Tezos Mandala Developer: True Decentralization Is What We Really Love About Tezos
Back in February, we released a course on smart contract development with Tezos, held four workshops, and organized #TezosDeFiHackathon. In March, the winners of #TezosDeFiHackathon launched a generative art project called Tezos Mandala.
We talked with the creator and lead developer of Tezos Mandala, Boris Grit to find out why their team chose Tezos and what else they have in store.
Hey, Boris! A few words about yourself, maybe? How did you initially come across blockchain tech?
I’m a full-stack developer involved in web products for the past ten years. As a coder, I have worked much longer. I still recall dealing with alphanumeric terminals from the eighties.
I stumbled upon blockchain when someone was giving away bitcoins for visiting certain websites. I created a wallet, collected several tenths of bitcoin, and deleted it a few months later. But when I had heard bitcoin was now worth $20, the technology sparked my interest again. After that, I’ve just been keeping my finger on it.
I discovered Tezos the day it was announced. I remember that I thought right away it was an interesting project. Then I read about OCaml, got pretty much inspired, but dared not delving into it after all.
So how did you end up in the Tezos ecosystem then?
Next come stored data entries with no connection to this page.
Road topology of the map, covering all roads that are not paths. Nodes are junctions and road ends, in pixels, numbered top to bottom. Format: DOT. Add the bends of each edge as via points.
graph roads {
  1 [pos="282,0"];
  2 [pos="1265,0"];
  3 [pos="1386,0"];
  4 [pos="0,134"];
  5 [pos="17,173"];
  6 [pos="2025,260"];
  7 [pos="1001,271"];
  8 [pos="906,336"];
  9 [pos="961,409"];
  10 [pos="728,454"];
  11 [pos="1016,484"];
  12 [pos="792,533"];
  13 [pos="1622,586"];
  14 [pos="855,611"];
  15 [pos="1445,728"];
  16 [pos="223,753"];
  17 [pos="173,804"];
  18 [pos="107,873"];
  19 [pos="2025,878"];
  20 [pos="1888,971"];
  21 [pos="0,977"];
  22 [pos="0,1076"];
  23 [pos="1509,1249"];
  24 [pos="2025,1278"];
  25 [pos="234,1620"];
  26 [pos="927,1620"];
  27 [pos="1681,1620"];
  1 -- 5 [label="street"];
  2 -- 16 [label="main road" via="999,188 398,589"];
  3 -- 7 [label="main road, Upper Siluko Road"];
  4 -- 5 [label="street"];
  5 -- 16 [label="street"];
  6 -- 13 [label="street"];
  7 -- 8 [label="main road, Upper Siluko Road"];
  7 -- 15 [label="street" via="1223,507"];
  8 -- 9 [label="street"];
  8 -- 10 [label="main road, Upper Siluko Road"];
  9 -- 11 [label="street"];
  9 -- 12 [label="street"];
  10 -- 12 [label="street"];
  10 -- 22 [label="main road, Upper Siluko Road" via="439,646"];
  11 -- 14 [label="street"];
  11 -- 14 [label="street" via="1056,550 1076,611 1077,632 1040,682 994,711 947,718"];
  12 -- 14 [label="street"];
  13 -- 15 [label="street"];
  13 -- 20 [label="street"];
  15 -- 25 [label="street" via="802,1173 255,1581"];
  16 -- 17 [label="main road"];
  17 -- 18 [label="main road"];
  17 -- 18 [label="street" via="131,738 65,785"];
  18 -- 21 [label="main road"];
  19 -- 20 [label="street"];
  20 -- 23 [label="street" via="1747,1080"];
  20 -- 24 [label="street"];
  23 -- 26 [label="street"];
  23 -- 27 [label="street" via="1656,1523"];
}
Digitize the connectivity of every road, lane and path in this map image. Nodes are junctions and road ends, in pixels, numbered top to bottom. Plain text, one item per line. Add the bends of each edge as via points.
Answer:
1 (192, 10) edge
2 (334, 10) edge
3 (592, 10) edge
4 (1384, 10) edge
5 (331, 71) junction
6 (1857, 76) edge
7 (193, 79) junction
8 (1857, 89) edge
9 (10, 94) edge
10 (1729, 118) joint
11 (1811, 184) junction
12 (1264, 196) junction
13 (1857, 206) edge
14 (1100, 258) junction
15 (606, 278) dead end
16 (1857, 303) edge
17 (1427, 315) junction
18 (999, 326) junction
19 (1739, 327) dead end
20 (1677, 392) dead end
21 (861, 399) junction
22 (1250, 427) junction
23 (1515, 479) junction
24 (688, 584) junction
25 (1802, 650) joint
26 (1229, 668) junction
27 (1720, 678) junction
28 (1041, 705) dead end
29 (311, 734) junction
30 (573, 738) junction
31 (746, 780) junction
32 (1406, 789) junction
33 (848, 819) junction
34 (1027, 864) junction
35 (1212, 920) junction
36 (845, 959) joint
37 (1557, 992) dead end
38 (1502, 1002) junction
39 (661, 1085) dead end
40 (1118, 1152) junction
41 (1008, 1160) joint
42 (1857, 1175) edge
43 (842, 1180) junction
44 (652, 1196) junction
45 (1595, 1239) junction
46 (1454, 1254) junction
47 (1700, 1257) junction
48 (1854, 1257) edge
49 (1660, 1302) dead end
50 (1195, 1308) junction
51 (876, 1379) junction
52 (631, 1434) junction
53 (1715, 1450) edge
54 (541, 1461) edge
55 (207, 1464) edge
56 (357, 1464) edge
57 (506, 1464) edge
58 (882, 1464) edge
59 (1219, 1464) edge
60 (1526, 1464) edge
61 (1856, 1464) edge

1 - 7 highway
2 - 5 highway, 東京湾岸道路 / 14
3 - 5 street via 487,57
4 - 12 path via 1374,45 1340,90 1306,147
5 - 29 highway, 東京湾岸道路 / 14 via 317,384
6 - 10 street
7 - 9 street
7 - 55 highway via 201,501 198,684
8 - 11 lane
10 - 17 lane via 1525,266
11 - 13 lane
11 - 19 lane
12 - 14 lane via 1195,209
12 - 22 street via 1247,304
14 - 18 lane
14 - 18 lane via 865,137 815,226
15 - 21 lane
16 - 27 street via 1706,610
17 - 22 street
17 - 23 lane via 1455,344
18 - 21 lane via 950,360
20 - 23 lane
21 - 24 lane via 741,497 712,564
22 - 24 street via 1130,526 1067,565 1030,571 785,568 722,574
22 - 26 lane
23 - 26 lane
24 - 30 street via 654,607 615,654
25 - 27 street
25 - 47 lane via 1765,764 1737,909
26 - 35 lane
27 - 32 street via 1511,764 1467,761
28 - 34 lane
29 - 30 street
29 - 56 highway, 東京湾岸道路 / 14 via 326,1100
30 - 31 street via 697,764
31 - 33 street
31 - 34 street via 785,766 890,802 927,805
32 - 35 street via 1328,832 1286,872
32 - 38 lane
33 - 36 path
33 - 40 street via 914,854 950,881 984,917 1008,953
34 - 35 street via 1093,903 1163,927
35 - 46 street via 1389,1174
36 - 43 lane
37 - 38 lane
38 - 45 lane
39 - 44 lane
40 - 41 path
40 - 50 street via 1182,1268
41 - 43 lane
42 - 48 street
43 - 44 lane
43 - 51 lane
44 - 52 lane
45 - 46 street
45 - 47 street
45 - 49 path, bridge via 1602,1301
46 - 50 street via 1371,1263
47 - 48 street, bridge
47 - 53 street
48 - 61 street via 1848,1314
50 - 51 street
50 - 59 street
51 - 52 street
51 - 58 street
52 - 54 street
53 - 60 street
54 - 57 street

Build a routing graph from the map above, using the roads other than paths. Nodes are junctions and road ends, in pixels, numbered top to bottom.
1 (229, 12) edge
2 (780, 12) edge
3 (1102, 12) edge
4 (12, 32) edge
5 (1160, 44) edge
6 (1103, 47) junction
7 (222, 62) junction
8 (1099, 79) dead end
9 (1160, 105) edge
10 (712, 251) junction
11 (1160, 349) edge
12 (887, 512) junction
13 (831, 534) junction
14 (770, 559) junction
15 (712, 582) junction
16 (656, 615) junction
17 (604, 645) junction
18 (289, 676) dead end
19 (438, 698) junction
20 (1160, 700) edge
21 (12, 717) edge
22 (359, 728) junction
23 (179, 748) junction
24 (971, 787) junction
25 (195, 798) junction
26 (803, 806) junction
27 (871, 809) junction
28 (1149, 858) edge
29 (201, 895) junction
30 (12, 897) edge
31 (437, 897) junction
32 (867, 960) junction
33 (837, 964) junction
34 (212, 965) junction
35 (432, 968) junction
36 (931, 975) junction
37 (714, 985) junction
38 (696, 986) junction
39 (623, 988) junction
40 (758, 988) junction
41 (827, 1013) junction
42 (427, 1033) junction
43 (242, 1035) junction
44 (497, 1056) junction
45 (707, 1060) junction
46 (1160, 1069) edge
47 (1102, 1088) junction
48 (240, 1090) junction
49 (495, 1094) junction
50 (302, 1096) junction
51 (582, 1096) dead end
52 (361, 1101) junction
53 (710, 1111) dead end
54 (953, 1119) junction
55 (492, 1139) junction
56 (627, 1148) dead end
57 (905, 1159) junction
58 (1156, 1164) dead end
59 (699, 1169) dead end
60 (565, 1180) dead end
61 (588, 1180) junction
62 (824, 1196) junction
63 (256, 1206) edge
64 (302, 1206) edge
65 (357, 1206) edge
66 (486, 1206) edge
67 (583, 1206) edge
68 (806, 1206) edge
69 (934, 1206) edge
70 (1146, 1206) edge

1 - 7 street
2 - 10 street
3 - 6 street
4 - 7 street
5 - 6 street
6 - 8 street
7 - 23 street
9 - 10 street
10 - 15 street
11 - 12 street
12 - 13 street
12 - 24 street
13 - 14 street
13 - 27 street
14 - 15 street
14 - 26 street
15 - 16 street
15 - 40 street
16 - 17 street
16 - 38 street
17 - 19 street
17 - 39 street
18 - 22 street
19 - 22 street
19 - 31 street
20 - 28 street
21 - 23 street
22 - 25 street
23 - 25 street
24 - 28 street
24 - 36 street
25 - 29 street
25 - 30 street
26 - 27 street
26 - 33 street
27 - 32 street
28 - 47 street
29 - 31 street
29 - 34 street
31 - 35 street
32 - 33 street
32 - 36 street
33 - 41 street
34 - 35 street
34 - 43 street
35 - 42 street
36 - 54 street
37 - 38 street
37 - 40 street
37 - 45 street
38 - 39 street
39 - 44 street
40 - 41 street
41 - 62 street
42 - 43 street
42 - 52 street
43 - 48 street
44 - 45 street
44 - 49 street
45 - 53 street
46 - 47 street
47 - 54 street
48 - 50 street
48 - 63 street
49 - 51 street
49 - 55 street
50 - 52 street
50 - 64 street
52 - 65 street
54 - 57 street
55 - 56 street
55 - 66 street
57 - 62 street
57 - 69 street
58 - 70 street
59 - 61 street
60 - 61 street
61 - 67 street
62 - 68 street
This February I saw an announcement that Tezos Ukraine was holding a workshop on developing smart contracts. I checked it out and performed the test task, which was to create a smart contract on LIGO. And I got a prize from Tezos Ukraine for that.
Then I participated in #TezosDeFiHackathon where our team created an NFT marketplace featuring an unusual auction type. We ended up winning in two categories, namely Challenges, and Tezos Commons Choice.
I sincerely liked the fact that Tezos was an independent and cool product instead of an Ethereum clone. Formal verification and an academic approach to the system design have finalized my decision.
So, Mandalas. What is it? Why did you decide to launch that project first?
Tezos Mandala is a generative art project. Basically, users buy a Mandala Seed that they can use at any time to generate a mandala. The thing is that nobody knows what it’s going to look like before the generation event. Reviken of the Tezos community compares the seeds to the Christmas crackers. We do like the metaphor.
Still, what use case for Tezos Mandala I like the most is the gifts. A user can make a present out of a mandala seed so that someone else generates the mandala. It’s like unpacking a present but even the present giver has no idea what’s inside.
True decentralization is what we really love about Tezos. To avoid third-party services and even the IPFS, we packed vector mandalas in a compart shape and recorded them in the blockchain. HashMasks, for instance, only store the hashes of masks there.
As for the idea, I came up with that a few years ago. I have a degree in psychology so I liked the basic premise, which is Jungian. The team also liked it. Together, we came up with Mandala Seeds and developed the materialistic justification for Tezos Mandala. It ended up being an art project on the Western psychological understanding of mandala. But basically we did it because we love all of it: mandalas, NFTs, and Tezos.
So what’s next?
We’re happy the community gave positive feedback to Tezos Mandala. Now we’ll be moving on with our original plan, which is to develop interesting projects on Tezos. We won #TezosDeFiHackathon with the idea of an NFT marketplace. That’s what we’re going to present to the community in the near future.
Nonetheless, we have lots of ideas. The main thing, though, is to be able to bring together cool artists and developers that had no idea about Tezos before. It would be amazing to build a strong NFT community. We even have the name ready: Buttonists.
But how is your marketplace any different from its peers in the ecosystem?
We came up with an auction–lottery hybrid mechanisms. It’s an interesting piece of mechanics based on game theory. We believe it will bring about more artists and users who like #CleanNFT to the ecosystem.
And now for the final question. You took part in a hackathon, and even won it. Would you recommend others to participate in hackathons?
Most certainly. It’s an amazing opportunity to meet a team and get to know the actual community. It’s the hackathon that helped me implement my early idea with the help of amazing people we’re on the same wavelength with.